For SST data, we used the NOAA OISST V2 (Reynolds et al. 2002; https://psl.noaa.gov/data/gridded/data.noaa.oiSST.v2.html); for subsurface temperature data, the Hadley Centre EN4.2.2 analyses data with the .g10 bias correction (Good et al. 2013; Gouretski and Reseghetti 2010; Gouretski and Cheng 2020); and for the calculation of zonal wind stress, we used the NCEP–NCAR reanalysis wind data (Kalnay et al. 1996).
3. Results
a. Climate conditions in the tropical Pacific in 2022 and the beginning of 2023.

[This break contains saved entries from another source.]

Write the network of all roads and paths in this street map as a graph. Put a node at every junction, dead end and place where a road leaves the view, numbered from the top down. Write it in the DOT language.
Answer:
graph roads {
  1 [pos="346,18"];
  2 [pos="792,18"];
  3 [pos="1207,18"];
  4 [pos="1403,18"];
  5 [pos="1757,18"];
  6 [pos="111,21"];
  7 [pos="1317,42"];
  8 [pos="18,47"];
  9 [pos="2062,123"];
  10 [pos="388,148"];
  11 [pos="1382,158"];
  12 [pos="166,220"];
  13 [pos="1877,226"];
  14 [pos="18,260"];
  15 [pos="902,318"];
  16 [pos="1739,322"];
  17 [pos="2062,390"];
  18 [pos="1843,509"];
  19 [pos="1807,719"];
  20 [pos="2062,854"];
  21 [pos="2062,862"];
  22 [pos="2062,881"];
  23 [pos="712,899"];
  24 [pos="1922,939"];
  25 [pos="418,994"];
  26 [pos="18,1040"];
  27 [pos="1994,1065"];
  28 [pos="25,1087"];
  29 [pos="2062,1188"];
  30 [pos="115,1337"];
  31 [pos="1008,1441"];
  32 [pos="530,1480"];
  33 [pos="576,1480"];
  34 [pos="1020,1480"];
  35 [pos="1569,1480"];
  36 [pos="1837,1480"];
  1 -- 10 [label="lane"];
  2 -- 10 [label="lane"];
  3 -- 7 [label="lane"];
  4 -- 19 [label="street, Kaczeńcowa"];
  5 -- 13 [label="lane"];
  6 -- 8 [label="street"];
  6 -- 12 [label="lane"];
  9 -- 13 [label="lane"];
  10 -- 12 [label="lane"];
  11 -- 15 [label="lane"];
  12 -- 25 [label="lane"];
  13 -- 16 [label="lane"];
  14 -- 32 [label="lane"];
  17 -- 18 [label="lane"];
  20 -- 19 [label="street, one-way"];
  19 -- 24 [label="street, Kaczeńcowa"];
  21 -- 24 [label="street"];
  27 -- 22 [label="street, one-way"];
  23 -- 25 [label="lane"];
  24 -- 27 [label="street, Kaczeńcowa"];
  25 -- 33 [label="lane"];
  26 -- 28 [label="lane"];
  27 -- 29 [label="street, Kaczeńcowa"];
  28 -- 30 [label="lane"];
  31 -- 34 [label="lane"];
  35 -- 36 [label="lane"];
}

Figure 1a shows the average SST anomalies for the months between July and October 2022. Visible are the cold La Niña–related anomalies in the EPAC and CPAC, as well as a prominent warm anomaly in the North Pacific. Of interest here is the less intense, but significant warm anomaly (supplemental Fig. 1a shows the standardized SST anomalies) in the far WPAC, extending south of the equator (selected by the red box). It has been shown previously that warm SST anomalies in this area typically precede El Niño events on average about 14–18 months in advance (Ballester et al. 2011, 2016; Petrova et al. 2017). The region highlighted in the red box in Fig. 1a is the region from which we extract SST time series to use as a predictor in EDCM. We highlight that the grid-point maximum warm anomaly inside the box reaches ∼2°C and is located just to the south of the equator. The time series of this predictor index is shown in Fig. 1c. Since the index represents an average temperature value over the whole box, it indicates a lower value than 2°C. The blue arrows highlight the warm anomaly peaks that preceded past EN events, and a peak is also highlighted in July–October 2022.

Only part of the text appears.